What to do: Write out the data again in full, exactly as it reads.

Records to use:

※

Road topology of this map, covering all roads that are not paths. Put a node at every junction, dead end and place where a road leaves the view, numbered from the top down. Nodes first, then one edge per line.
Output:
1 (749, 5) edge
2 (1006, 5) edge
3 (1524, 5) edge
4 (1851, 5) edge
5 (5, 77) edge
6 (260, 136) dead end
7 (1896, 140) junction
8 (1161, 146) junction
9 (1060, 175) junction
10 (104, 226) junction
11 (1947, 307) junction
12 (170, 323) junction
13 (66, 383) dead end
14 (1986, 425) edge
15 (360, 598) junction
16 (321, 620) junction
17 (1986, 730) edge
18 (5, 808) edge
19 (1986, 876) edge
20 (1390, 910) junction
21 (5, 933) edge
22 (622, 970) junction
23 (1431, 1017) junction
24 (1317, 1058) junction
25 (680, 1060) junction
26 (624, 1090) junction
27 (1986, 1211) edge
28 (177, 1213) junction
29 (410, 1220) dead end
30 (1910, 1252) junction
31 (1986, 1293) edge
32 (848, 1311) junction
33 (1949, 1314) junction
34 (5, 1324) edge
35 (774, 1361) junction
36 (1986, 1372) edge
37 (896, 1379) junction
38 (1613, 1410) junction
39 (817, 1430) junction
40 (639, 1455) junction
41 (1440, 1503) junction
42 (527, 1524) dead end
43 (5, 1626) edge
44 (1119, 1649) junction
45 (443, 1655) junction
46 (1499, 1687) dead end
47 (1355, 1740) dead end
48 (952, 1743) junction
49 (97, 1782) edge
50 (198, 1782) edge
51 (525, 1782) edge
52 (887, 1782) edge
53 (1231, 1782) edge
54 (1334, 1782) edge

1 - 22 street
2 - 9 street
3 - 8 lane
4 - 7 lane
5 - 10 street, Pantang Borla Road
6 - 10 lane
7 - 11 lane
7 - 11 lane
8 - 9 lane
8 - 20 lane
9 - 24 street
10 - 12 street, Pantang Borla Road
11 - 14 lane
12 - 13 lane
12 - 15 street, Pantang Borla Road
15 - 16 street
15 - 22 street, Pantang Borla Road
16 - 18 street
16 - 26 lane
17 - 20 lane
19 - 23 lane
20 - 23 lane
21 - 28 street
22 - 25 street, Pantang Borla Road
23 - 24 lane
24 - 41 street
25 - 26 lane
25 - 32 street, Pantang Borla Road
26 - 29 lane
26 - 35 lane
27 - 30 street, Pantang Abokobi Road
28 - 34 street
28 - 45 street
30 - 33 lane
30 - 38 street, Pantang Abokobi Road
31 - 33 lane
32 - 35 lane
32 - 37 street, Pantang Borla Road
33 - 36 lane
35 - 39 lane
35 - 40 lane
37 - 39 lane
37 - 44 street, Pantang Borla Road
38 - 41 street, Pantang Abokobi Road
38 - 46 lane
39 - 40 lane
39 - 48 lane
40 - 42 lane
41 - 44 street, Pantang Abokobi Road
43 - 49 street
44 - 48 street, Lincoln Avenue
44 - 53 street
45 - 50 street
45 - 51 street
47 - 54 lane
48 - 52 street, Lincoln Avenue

※

Your solution:
Road topology of this map, covering all roads that are not paths. Put a node at every junction, dead end and place where a road leaves the view, numbered from the top down. Nodes first, then one edge per line.
Output:
1 (749, 5) edge
2 (1006, 5) edge
3 (1524, 5) edge
4 (1851, 5) edge
5 (5, 77) edge
6 (260, 136) dead end
7 (1896, 140) junction
8 (1161, 146) junction
9 (1060, 175) junction
10 (104, 226) junction
11 (1947, 307) junction
12 (170, 323) junction
13 (66, 383) dead end
14 (1986, 425) edge
15 (360, 598) junction
16 (321, 620) junction
17 (1986, 730) edge
18 (5, 808) edge
19 (1986, 876) edge
20 (1390, 910) junction
21 (5, 933) edge
22 (622, 970) junction
23 (1431, 1017) junction
24 (1317, 1058) junction
25 (680, 1060) junction
26 (624, 1090) junction
27 (1986, 1211) edge
28 (177, 1213) junction
29 (410, 1220) dead end
30 (1910, 1252) junction
31 (1986, 1293) edge
32 (848, 1311) junction
33 (1949, 1314) junction
34 (5, 1324) edge
35 (774, 1361) junction
36 (1986, 1372) edge
37 (896, 1379) junction
38 (1613, 1410) junction
39 (817, 1430) junction
40 (639, 1455) junction
41 (1440, 1503) junction
42 (527, 1524) dead end
43 (5, 1626) edge
44 (1119, 1649) junction
45 (443, 1655) junction
46 (1499, 1687) dead end
47 (1355, 1740) dead end
48 (952, 1743) junction
49 (97, 1782) edge
50 (198, 1782) edge
51 (525, 1782) edge
52 (887, 1782) edge
53 (1231, 1782) edge
54 (1334, 1782) edge

1 - 22 street
2 - 9 street
3 - 8 lane
4 - 7 lane
5 - 10 street, Pantang Borla Road
6 - 10 lane
7 - 11 lane
7 - 11 lane
8 - 9 lane
8 - 20 lane
9 - 24 street
10 - 12 street, Pantang Borla Road
11 - 14 lane
12 - 13 lane
12 - 15 street, Pantang Borla Road
15 - 16 street
15 - 22 street, Pantang Borla Road
16 - 18 street
16 - 26 lane
17 - 20 lane
19 - 23 lane
20 - 23 lane
21 - 28 street
22 - 25 street, Pantang Borla Road
23 - 24 lane
24 - 41 street
25 - 26 lane
25 - 32 street, Pantang Borla Road
26 - 29 lane
26 - 35 lane
27 - 30 street, Pantang Abokobi Road
28 - 34 street
28 - 45 street
30 - 33 lane
30 - 38 street, Pantang Abokobi Road
31 - 33 lane
32 - 35 lane
32 - 37 street, Pantang Borla Road
33 - 36 lane
35 - 39 lane
35 - 40 lane
37 - 39 lane
37 - 44 street, Pantang Borla Road
38 - 41 street, Pantang Abokobi Road
38 - 46 lane
39 - 40 lane
39 - 48 lane
40 - 42 lane
41 - 44 street, Pantang Abokobi Road
43 - 49 street
44 - 48 street, Lincoln Avenue
44 - 53 street
45 - 50 street
45 - 51 street
47 - 54 lane
48 - 52 street, Lincoln Avenue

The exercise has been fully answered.